Now I’d like you to rate Anna’s and Berta’s lives once more, this time supposing that the accidents took place when Anna was sixty and Berta sixty-five. Everything else remains unchanged. How would you rate them now? Take a moment before you read on.
The test subjects were asked the same in the study. The result? Anna’s life was rated significantly better than Berta’s again (as you’d expect from the peak–end rule). What’s astonishing is that the thirty extremely happy additional years Anna experienced had hardly any bearing on the ratings. It made no difference whether Anna died at thirty or sixty. Ditto for Berta. Now, that really is illogical—and a classic example of duration neglect.
All in all, we have terrible trouble evaluating the attractiveness of other people’s lives. We commit systematic errors in reasoning. That’s forgivable in the case of fictional people like Anna and Berta, but not when it comes to your own actual life.
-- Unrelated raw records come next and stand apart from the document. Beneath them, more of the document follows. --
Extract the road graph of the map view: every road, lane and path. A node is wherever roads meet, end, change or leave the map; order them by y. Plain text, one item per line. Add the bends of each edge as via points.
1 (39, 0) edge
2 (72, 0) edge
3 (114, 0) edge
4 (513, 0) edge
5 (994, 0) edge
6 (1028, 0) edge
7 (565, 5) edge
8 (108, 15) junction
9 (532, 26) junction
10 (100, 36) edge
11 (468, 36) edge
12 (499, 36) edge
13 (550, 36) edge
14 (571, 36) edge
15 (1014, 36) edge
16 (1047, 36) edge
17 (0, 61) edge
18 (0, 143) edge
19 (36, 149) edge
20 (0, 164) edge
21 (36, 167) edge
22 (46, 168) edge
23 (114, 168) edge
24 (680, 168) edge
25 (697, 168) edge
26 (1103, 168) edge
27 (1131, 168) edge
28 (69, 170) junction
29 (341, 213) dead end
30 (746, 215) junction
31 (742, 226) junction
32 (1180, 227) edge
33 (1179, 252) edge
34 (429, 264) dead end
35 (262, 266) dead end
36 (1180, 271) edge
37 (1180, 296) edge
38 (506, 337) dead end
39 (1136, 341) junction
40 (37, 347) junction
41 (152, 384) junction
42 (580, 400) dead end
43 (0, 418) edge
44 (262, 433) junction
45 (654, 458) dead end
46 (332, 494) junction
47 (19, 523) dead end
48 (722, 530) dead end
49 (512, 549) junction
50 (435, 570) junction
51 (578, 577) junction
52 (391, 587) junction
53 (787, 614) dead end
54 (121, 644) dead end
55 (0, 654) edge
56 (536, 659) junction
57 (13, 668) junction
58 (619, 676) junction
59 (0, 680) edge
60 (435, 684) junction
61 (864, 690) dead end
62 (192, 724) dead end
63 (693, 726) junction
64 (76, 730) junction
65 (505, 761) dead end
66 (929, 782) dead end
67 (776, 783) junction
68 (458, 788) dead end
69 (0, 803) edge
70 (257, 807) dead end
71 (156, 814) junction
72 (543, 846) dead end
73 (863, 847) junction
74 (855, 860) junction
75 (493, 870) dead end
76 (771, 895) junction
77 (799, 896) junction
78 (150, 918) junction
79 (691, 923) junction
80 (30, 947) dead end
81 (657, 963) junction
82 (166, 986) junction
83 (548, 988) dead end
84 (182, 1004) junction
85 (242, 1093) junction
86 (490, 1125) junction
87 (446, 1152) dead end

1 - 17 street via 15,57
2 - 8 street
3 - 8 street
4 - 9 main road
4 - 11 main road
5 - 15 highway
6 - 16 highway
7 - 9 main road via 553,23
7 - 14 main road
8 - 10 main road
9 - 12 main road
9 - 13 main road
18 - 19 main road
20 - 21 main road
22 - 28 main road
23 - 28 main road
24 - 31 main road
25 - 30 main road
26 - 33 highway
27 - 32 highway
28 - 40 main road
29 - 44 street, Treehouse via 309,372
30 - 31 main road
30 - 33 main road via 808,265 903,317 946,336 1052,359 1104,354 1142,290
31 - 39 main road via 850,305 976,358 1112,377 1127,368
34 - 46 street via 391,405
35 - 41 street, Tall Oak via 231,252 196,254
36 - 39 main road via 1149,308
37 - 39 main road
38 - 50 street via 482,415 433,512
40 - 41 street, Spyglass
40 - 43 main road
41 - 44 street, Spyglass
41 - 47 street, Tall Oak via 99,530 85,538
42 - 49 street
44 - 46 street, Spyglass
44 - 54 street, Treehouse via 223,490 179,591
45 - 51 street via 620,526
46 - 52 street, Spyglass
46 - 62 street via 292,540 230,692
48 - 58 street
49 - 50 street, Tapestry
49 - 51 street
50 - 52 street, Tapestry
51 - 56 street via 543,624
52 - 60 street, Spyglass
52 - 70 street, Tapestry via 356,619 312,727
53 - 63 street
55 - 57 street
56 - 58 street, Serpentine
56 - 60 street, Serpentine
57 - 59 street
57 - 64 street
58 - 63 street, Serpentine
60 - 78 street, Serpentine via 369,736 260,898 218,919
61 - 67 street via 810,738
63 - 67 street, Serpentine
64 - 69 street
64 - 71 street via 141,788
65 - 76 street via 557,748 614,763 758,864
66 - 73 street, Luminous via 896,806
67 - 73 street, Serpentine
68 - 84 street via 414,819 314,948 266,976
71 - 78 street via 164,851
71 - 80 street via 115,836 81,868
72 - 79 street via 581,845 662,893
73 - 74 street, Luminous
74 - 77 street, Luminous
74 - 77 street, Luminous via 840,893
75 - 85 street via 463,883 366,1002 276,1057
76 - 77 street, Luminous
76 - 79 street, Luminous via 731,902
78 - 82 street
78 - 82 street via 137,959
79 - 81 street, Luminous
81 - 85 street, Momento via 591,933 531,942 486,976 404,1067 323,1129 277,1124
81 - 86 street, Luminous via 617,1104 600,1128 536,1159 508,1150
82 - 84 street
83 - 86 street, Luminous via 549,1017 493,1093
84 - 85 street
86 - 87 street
Bear in mind that you almost certainly won’t die in your prime, like James Dean—but after a protracted and gradual decline in your physical and mental capacities. Depending on the extent of your afflictions, your level of moment-by-moment happiness will on average be lower than in earlier, complaint-free decades. So what conclusions should you draw? Don’t let those afflictions cloud your judgment of your whole life. Better a life well lived and a few painful days on your deathbed than a shoddy life and a good death. Age and death are the price we pay for a good life—like a hefty bill after a meal. I’m not willing to pay that price for a fast-food burger. Give me a six-course dinner in a Michelin-starred restaurant with first-class wine and good company every time.